What? Don't worry, we're safe, but worry, because we're in more danger than ever? The American military industrial complex has been looking for a Cold War since the Cold War ended, and it's not enough to have opened up a 30 years' quagmire in Iraq, there's got to be an imminent threat beyond. And what does this mean: "But then again, Americans felt similarly about the shah’s regime in Iran until it was too late." Is this for real? Don't forget, we supported the shah until we didn't, just like we'll support Musharraf until we won't, and then we'll remind everybody how fragile and dangerous we've been saying Pakistan is all along? WTF?
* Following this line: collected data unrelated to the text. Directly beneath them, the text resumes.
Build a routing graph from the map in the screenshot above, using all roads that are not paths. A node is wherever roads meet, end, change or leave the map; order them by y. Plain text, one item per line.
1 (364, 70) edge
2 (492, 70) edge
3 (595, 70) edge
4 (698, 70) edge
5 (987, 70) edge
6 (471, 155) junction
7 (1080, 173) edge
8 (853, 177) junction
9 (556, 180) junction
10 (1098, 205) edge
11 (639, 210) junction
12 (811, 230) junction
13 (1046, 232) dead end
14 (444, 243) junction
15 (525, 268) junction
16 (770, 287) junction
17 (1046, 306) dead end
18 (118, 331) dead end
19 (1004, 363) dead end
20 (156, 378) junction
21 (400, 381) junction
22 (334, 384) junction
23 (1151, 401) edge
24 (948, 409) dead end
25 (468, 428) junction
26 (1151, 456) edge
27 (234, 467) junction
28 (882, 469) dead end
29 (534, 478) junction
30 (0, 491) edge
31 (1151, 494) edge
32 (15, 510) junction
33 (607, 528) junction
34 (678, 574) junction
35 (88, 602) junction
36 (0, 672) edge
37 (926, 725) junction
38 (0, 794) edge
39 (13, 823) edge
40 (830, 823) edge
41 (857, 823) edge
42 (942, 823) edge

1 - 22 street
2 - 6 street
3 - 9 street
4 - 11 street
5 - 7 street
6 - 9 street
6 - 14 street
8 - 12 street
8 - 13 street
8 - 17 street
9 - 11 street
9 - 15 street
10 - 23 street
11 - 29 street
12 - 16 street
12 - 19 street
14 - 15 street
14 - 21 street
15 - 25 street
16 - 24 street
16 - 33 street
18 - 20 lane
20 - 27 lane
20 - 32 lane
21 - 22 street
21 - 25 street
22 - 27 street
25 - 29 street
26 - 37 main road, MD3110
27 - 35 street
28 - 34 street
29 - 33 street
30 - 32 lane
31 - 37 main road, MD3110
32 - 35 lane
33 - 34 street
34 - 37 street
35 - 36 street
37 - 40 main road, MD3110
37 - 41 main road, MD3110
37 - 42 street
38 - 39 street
I read this op-ed after reading Kevin Drum's post about the decision by the New York Times to run a story this Saturday on U.S. efforts over the past six years to protect Pakistan's nuclear weapons. The post itself is pretty unremarkable, but this exchange in the comments section between the author and a reader strikes me as extremely relevant:


The question is: why did the White House suddenly decide it wanted this information public? I figure it's because they were taking heat for not helping secure Pakistan's nukes and got tired of it. And as we all know, this administration feels that selectively leaking classified info is perfectly OK if it's politically useful to them.


I'm going to go out on a limb and take Kevin's line of thinking one step farther. I get the feeling, after reading the Kagan and O'Hanlon piece, that we'll hear more in the coming days and weeks about threats to the security of the Pakistani arsenal, and therefore threats to American security at home and abroad. Keep in mind the order of events, as we now know them, from 2003. The government had already decided to invade Iraq and topple Saddam. They just needed an appropriately alarming reason to get the mainstream establishment on board with the idea of going to war: to wit, WMDs. And if Americans thought that Iraq had anything to do with 9/11, so much the better.
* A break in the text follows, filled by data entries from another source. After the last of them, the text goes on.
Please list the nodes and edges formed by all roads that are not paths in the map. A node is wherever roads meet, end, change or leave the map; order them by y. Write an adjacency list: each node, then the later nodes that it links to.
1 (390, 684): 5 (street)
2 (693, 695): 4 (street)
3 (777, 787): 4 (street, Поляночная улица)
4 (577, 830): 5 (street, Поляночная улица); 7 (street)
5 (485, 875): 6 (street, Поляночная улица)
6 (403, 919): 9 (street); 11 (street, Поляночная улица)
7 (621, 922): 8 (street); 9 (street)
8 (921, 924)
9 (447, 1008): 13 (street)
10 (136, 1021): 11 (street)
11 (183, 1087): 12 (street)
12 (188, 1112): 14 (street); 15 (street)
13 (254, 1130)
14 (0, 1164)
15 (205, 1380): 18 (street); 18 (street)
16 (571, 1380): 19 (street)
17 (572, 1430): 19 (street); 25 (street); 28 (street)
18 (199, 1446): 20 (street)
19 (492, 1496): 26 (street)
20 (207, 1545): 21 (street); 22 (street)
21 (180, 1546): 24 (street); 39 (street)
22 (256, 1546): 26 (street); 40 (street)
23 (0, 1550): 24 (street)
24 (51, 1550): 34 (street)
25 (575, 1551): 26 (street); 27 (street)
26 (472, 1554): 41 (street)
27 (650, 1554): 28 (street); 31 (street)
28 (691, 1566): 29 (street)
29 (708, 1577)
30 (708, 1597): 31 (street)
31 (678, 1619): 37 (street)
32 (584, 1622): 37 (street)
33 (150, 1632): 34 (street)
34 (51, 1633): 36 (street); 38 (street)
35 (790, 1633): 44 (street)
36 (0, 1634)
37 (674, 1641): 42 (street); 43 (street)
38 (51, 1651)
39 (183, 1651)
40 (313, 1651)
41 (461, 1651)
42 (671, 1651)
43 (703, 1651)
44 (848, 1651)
As far as I can tell, this op-ed reeks of specifically vague, intentionally confusing, inflammatory rhetoric aimed to soften up the ground, as they say in Washington (they say it on the West Wing, anyway) for whatever decisions about the Middle East and South Asia that have already been cooked up. Now we read that the U.S. plans to arm Pakistani tribesman against Al Qaeda in an effort control the long border with Afghanistan, and it all starts to make sense to me. Well, it doesn't make sense, but I see a pattern emerging.
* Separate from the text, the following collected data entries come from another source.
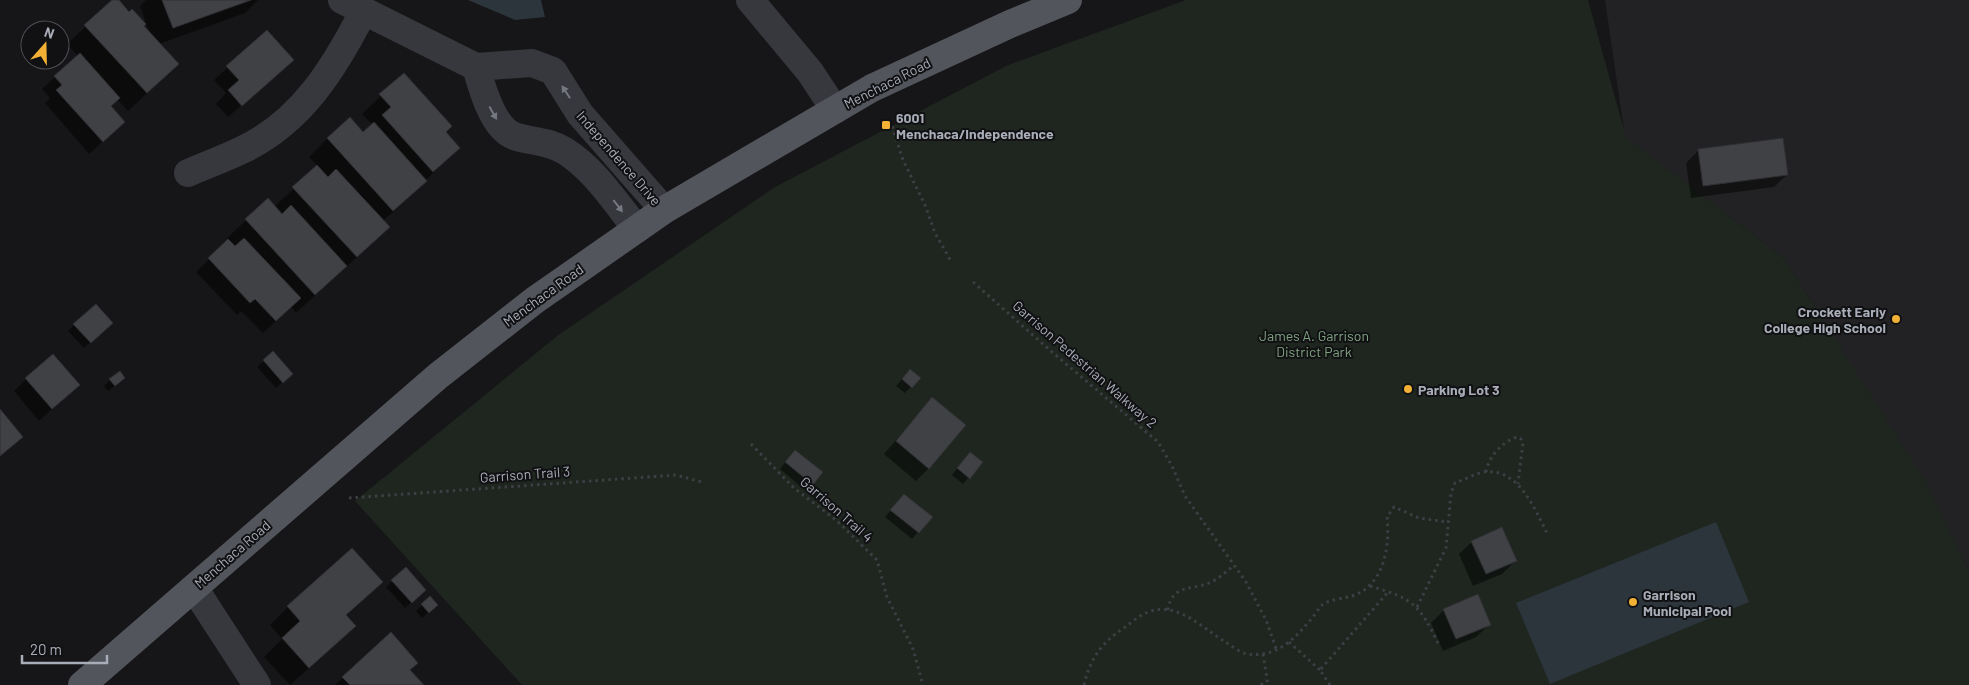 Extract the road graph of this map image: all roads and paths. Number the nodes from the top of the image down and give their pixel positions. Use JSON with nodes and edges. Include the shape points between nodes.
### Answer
{"nodes":[{"id":1,"x":750,"y":0,"type":"edge"},
{"id":2,"x":1068,"y":0,"type":"edge"},
{"id":3,"x":352,"y":6,"type":"edge"},
{"id":4,"x":476,"y":67,"type":"junction"},
{"id":5,"x":835,"y":110,"type":"junction"},
{"id":6,"x":886,"y":125,"type":"dead end"},
{"id":7,"x":188,"y":173,"type":"dead end"},
{"id":8,"x":664,"y":210,"type":"junction"},
{"id":9,"x":637,"y":229,"type":"junction"},
{"id":10,"x":952,"y":263,"type":"dead end"},
{"id":11,"x":974,"y":282,"type":"dead end"},
{"id":12,"x":751,"y":444,"type":"dead end"},
{"id":13,"x":1486,"y":472,"type":"junction"},
{"id":14,"x":702,"y":482,"type":"dead end"},
{"id":15,"x":1518,"y":484,"type":"junction"},
{"id":16,"x":349,"y":498,"type":"dead end"},
{"id":17,"x":1447,"y":522,"type":"junction"},
{"id":18,"x":1547,"y":533,"type":"dead end"},
{"id":19,"x":1234,"y":564,"type":"junction"},
{"id":20,"x":1370,"y":586,"type":"junction"},
{"id":21,"x":194,"y":588,"type":"junction"},
{"id":22,"x":1389,"y":591,"type":"junction"},
{"id":23,"x":1417,"y":606,"type":"junction"},
{"id":24,"x":1168,"y":610,"type":"junction"},
{"id":25,"x":1289,"y":642,"type":"junction"},
{"id":26,"x":1439,"y":645,"type":"dead end"},
{"id":27,"x":1277,"y":651,"type":"junction"},
{"id":28,"x":1263,"y":654,"type":"junction"},
{"id":29,"x":1320,"y":670,"type":"junction"},
{"id":30,"x":1266,"y":679,"type":"junction"},
{"id":31,"x":82,"y":685,"type":"edge"},
{"id":32,"x":257,"y":685,"type":"edge"},
{"id":33,"x":923,"y":685,"type":"edge"},
{"id":34,"x":1084,"y":685,"type":"edge"},
{"id":35,"x":1261,"y":685,"type":"edge"},
{"id":36,"x":1268,"y":685,"type":"edge"},
{"id":37,"x":1330,"y":685,"type":"edge"}],
"edges":[{"from":1,"to":5,"type":"street","via":[[810,72]]},
{"from":2,"to":5,"type":"main road","name":"Menchaca Road","via":[[872,88]]},
{"from":3,"to":4,"type":"street"},
{"from":3,"to":7,"type":"street","via":[[345,48],[307,101],[284,124],[246,148]]},
{"from":8,"to":4,"type":"street","name":"Independence Drive","one_way":true,"via":[[580,114],[552,71],[532,63]]},
{"from":4,"to":9,"type":"street","one_way":true,"via":[[498,122],[511,135],[549,143],[565,151],[594,176]]},
{"from":5,"to":8,"type":"main road","name":"Menchaca Road"},
{"from":6,"to":10,"type":"path","via":[[892,126],[903,160]]},
{"from":8,"to":9,"type":"main road","name":"Menchaca Road"},
{"from":9,"to":21,"type":"main road","name":"Menchaca Road","via":[[535,300],[438,376]]},
{"from":11,"to":19,"type":"path","name":"Garrison Pedestrian Walkway 2","via":[[1158,442],[1185,496]]},
{"from":12,"to":33,"type":"path","name":"Garrison Trail 4","via":[[794,488],[836,520],[877,560],[887,597],[913,649]]},
{"from":13,"to":15,"type":"path","via":[[1506,476]]},
{"from":13,"to":15,"type":"path","via":[[1492,456],[1517,437],[1523,442]]},
{"from":13,"to":17,"type":"path","via":[[1455,484]]},
{"from":14,"to":16,"type":"path","name":"Garrison Trail 3","via":[[676,475]]},
{"from":15,"to":18,"type":"path"},
{"from":17,"to":20,"type":"path","via":[[1419,518],[1394,507],[1387,517],[1387,550]]},
{"from":17,"to":23,"type":"path","via":[[1446,548]]},
{"from":19,"to":24,"type":"path","via":[[1210,583],[1188,587],[1175,594],[1169,601]]},
{"from":19,"to":27,"type":"path","name":"Garrison Pedestrian Walkway 2","via":[[1266,620]]},
{"from":20,"to":22,"type":"path"},
{"from":20,"to":25,"type":"path","via":[[1323,604]]},
{"from":21,"to":31,"type":"main road","name":"Menchaca Road"},
{"from":21,"to":32,"type":"street"},
{"from":22,"to":23,"type":"path"},
{"from":22,"to":29,"type":"path"},
{"from":23,"to":26,"type":"path"},
{"from":24,"to":28,"type":"path","via":[[1184,614],[1245,654]]},
{"from":24,"to":34,"type":"path","via":[[1147,612],[1118,631],[1089,664]]},
{"from":25,"to":27,"type":"path"},
{"from":25,"to":29,"type":"path"},
{"from":27,"to":28,"type":"path"},
{"from":28,"to":30,"type":"path"},
{"from":29,"to":37,"type":"path"},
{"from":30,"to":35,"type":"path"},
{"from":30,"to":36,"type":"path"}]}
Let's assume the U.S. government has already been arming Pakistani tribesmen, and pretty soon it's going to be obvious that nobody has any idea where all that U.S. equipment has gone or who's using it against whom. Now we've got a real problem, because not only do a lot of different interests want to get their hands on some real and confirmed weapons of mass destruction, but we also can't say for sure that they won't use American military inventory to gain their objective. The U.S. may have
to do something, militarily, and the public isn't going to like it, seeing what a mess has been made already in Iraq.

I do not want to suggest that instability in Pakistan is not a terrific problem, and one that we have to consider against the backdrop of an increasingly messy Middle East. There are countless splinter groups, jihadists, and, I fear, a growing number of capable guerrilla armies (with great equipment!) drawn along sectarian lines, not to mention sovereign nations, that desperately want to get at what's cached in Pakistan's nuclear bunkers. I just want to encourage extreme care and thoughtfulness as we evaluate our news sources--and op-eds masquerading as news sources--and that as a nation we manage to learn from the lather whipped up in advance of the Iraq invasion in 2003. I do not know what the specific motivation is behind the Kagan/O'Hanlon op-ed, but it requires a healthy skepticism to discern the smoke from the fire, a skepticism I think it is incumbent upon us to read with today.